Salesforce Develops New Content Management System

| Updated
by Christopher Hamman · 3 min read
Salesforce Develops New Content Management System
Photo: Open Grid Scheduler / Flickr

Salesforce has created a new content management system that can be integrated with the company’s products and third-party systems as well.

In what seems to be an innovation, customer relationship management solutions company Salesforce has built its content management system. Reports indicate that the content management system was developed in-house rather than purchased by the company. The general concept is that organizations can be able to get content across to their clients using this system which is fully integrated with Salesforce’s family of products.

According to claims by Salesforce, little or no technical knowledge is required for the usage of the content management system. Everyday users should be able to work with the system and deliver content across multiple platforms without the need for technical support teams. Anna Rosenman, who is Salesforce’s VP of product marketing for Community Cloud, Commerce Cloud, and Salesforce CMS, said:

“Our customers have been asking for a dedicated CMS. The systems that they’ve been relying on so far tend to be legacy tools that are hard to use and built for a single-channel or site,”

With the new content management system, personalization of content is possible by the users of the system based on data collected from other products within the Salesforce ecosystem and still connect to other third-party systems as well.

“A hybrid CMS provides a native experience channel or touchpoint, but also gives you the flexibility to present content to any touchpoint built on a third-party system,” explained Rosenman.

This, of course, extends the ability of the content management system beyond those of other competing systems. According to Tony Byrne, founder, and principal analyst at Real Story Group, this isn’t the first time that Salesforce is playing in the content management sandbox. The previous version was referred to as Salesforce sites. Byrne indicated this by saying:

“They made big promises around that platform, got some major customers on board and then dropped it,”

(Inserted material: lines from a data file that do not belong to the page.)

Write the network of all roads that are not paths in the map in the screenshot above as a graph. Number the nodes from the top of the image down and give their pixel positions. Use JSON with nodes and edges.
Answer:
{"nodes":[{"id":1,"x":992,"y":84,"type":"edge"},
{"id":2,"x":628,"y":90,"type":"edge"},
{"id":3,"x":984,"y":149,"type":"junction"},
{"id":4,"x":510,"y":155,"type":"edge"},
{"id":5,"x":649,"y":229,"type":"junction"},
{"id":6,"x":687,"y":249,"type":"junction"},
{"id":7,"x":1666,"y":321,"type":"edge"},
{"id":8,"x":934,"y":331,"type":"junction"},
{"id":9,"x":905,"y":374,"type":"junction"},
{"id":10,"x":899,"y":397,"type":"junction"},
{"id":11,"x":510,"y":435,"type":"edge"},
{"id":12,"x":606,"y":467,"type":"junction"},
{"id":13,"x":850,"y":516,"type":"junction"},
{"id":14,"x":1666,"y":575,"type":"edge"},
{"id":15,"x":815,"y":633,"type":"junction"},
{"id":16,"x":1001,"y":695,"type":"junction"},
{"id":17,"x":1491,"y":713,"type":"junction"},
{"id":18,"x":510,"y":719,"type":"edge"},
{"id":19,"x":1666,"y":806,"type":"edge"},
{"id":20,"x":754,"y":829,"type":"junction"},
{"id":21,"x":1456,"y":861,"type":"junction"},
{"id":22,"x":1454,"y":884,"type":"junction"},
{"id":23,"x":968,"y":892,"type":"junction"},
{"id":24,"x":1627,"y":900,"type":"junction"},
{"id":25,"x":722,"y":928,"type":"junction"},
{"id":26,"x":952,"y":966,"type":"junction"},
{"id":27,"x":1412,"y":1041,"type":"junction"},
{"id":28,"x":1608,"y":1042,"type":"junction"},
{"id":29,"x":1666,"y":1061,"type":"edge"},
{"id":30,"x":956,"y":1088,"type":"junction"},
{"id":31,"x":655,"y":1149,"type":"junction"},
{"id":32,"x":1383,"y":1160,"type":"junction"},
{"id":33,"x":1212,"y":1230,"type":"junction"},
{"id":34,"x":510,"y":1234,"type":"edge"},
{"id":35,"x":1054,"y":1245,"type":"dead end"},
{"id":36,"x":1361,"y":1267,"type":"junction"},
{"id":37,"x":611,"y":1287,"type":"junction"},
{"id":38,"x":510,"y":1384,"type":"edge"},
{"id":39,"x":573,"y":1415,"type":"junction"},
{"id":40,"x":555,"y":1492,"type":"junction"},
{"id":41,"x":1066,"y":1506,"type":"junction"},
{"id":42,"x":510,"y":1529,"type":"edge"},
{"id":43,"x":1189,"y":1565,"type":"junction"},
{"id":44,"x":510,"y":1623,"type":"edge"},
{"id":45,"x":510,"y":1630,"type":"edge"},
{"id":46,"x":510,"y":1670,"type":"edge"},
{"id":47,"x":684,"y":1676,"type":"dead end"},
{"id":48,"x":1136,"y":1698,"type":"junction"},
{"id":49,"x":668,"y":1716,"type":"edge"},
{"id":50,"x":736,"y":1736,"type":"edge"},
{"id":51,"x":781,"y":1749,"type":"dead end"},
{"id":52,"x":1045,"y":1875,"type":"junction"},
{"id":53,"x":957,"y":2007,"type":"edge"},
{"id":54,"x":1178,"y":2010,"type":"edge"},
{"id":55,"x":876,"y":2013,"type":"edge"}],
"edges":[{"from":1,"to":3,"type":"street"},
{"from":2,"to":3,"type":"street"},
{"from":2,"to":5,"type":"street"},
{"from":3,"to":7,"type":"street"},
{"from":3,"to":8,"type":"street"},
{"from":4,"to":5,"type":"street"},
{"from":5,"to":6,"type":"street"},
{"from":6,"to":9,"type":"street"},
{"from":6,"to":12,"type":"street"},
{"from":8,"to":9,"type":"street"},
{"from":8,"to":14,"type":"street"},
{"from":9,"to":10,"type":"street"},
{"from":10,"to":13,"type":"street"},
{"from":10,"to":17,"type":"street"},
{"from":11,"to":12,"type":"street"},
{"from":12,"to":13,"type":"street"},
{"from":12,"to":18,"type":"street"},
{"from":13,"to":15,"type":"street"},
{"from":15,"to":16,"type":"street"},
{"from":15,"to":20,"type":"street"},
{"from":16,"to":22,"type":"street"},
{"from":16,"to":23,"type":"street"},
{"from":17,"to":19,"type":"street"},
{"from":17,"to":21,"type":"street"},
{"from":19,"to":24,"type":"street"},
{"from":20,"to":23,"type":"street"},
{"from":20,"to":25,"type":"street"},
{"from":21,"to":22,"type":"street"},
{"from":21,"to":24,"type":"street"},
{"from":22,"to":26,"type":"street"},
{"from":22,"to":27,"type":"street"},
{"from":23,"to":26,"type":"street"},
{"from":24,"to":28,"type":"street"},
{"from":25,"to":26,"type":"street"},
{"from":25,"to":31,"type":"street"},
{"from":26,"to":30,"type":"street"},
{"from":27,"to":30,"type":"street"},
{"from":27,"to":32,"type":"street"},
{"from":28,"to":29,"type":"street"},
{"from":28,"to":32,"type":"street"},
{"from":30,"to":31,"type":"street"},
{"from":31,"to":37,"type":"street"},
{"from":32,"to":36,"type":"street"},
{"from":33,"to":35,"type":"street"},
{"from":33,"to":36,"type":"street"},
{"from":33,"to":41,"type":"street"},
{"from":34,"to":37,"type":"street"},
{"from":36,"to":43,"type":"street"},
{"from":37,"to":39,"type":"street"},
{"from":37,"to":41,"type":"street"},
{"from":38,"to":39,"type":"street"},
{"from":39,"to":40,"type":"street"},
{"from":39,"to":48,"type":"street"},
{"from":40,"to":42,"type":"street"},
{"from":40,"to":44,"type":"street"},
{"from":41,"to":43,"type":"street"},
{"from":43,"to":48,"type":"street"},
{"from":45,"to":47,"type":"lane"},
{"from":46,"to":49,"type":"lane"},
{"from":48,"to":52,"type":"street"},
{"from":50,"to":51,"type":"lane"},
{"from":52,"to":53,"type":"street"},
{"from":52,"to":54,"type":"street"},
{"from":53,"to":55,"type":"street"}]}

Of course, the crux for salesforce or any other content management system builder is deployment at various levels and in different use-case scenarios.

“It’s easy to build a simple CMS. It’s much harder to build an extensible, enterprise platform,” he said, adding that “there’s a lot of work they still need to do to feed other platforms around things like connectors, simulation, tracking, very advanced asset management (e.g., compound assets), object-oriented storage, etc.”

According to Rosenman, the new system has is suited for the kind of adaptability that is normally required. The great thing about this system is that it was built in-house rather than acquired and integrated into Salesforces’ product offerings which is the company’s usual practice. The $15 billion purchase of Tableau and the $1.35 billion acquisition of ClickSoftware this year is a case-in-point that proves this practice.